_Work item_.
Please return every line of the listing. Keep each one exact.

___ Records shown ___

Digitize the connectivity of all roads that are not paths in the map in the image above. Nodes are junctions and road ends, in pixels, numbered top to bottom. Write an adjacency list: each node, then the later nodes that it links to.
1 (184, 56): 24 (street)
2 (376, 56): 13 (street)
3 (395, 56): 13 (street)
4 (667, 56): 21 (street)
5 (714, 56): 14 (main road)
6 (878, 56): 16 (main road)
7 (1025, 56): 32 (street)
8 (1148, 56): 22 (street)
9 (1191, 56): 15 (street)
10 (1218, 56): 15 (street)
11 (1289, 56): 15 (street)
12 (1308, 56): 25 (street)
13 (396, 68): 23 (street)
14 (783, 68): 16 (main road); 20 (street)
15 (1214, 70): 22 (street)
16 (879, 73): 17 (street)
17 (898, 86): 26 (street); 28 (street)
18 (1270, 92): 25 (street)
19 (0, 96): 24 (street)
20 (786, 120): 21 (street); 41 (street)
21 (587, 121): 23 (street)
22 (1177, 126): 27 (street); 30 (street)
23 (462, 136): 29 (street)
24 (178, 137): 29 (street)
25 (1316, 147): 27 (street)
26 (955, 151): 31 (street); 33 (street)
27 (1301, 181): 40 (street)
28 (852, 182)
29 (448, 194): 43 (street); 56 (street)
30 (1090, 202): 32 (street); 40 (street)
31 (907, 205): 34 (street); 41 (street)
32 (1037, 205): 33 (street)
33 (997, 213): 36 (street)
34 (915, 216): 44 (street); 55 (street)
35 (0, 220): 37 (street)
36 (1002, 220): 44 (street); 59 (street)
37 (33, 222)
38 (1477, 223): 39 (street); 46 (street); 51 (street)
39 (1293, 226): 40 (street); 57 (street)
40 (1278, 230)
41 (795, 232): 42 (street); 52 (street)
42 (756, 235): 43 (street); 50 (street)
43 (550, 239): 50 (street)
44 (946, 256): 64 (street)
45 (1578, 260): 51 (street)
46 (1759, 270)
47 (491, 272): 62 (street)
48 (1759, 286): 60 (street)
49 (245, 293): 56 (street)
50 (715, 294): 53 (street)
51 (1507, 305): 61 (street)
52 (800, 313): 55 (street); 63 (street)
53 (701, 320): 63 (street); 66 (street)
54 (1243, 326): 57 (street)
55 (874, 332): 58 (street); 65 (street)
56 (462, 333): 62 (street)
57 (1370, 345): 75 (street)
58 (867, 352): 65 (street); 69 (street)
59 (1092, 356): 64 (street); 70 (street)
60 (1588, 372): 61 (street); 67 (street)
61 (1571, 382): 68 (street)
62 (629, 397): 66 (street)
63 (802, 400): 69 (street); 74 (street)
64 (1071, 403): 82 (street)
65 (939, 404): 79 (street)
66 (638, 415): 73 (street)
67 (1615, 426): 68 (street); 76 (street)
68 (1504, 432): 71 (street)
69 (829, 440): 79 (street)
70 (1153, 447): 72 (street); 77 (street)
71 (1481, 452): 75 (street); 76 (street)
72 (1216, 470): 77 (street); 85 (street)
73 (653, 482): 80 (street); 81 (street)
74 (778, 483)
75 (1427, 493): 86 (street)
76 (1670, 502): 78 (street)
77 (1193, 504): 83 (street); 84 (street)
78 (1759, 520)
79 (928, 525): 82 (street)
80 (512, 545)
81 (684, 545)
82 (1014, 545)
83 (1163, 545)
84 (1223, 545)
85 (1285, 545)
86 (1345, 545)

___

_Exercise solution_.
Digitize the connectivity of all roads that are not paths in the map in the image above. Nodes are junctions and road ends, in pixels, numbered top to bottom. Write an adjacency list: each node, then the later nodes that it links to.
1 (184, 56): 24 (street)
2 (376, 56): 13 (street)
3 (395, 56): 13 (street)
4 (667, 56): 21 (street)
5 (714, 56): 14 (main road)
6 (878, 56): 16 (main road)
7 (1025, 56): 32 (street)
8 (1148, 56): 22 (street)
9 (1191, 56): 15 (street)
10 (1218, 56): 15 (street)
11 (1289, 56): 15 (street)
12 (1308, 56): 25 (street)
13 (396, 68): 23 (street)
14 (783, 68): 16 (main road); 20 (street)
15 (1214, 70): 22 (street)
16 (879, 73): 17 (street)
17 (898, 86): 26 (street); 28 (street)
18 (1270, 92): 25 (street)
19 (0, 96): 24 (street)
20 (786, 120): 21 (street); 41 (street)
21 (587, 121): 23 (street)
22 (1177, 126): 27 (street); 30 (street)
23 (462, 136): 29 (street)
24 (178, 137): 29 (street)
25 (1316, 147): 27 (street)
26 (955, 151): 31 (street); 33 (street)
27 (1301, 181): 40 (street)
28 (852, 182)
29 (448, 194): 43 (street); 56 (street)
30 (1090, 202): 32 (street); 40 (street)
31 (907, 205): 34 (street); 41 (street)
32 (1037, 205): 33 (street)
33 (997, 213): 36 (street)
34 (915, 216): 44 (street); 55 (street)
35 (0, 220): 37 (street)
36 (1002, 220): 44 (street); 59 (street)
37 (33, 222)
38 (1477, 223): 39 (street); 46 (street); 51 (street)
39 (1293, 226): 40 (street); 57 (street)
40 (1278, 230)
41 (795, 232): 42 (street); 52 (street)
42 (756, 235): 43 (street); 50 (street)
43 (550, 239): 50 (street)
44 (946, 256): 64 (street)
45 (1578, 260): 51 (street)
46 (1759, 270)
47 (491, 272): 62 (street)
48 (1759, 286): 60 (street)
49 (245, 293): 56 (street)
50 (715, 294): 53 (street)
51 (1507, 305): 61 (street)
52 (800, 313): 55 (street); 63 (street)
53 (701, 320): 63 (street); 66 (street)
54 (1243, 326): 57 (street)
55 (874, 332): 58 (street); 65 (street)
56 (462, 333): 62 (street)
57 (1370, 345): 75 (street)
58 (867, 352): 65 (street); 69 (street)
59 (1092, 356): 64 (street); 70 (street)
60 (1588, 372): 61 (street); 67 (street)
61 (1571, 382): 68 (street)
62 (629, 397): 66 (street)
63 (802, 400): 69 (street); 74 (street)
64 (1071, 403): 82 (street)
65 (939, 404): 79 (street)
66 (638, 415): 73 (street)
67 (1615, 426): 68 (street); 76 (street)
68 (1504, 432): 71 (street)
69 (829, 440): 79 (street)
70 (1153, 447): 72 (street); 77 (street)
71 (1481, 452): 75 (street); 76 (street)
72 (1216, 470): 77 (street); 85 (street)
73 (653, 482): 80 (street); 81 (street)
74 (778, 483)
75 (1427, 493): 86 (street)
76 (1670, 502): 78 (street)
77 (1193, 504): 83 (street); 84 (street)
78 (1759, 520)
79 (928, 525): 82 (street)
80 (512, 545)
81 (684, 545)
82 (1014, 545)
83 (1163, 545)
84 (1223, 545)
85 (1285, 545)
86 (1345, 545)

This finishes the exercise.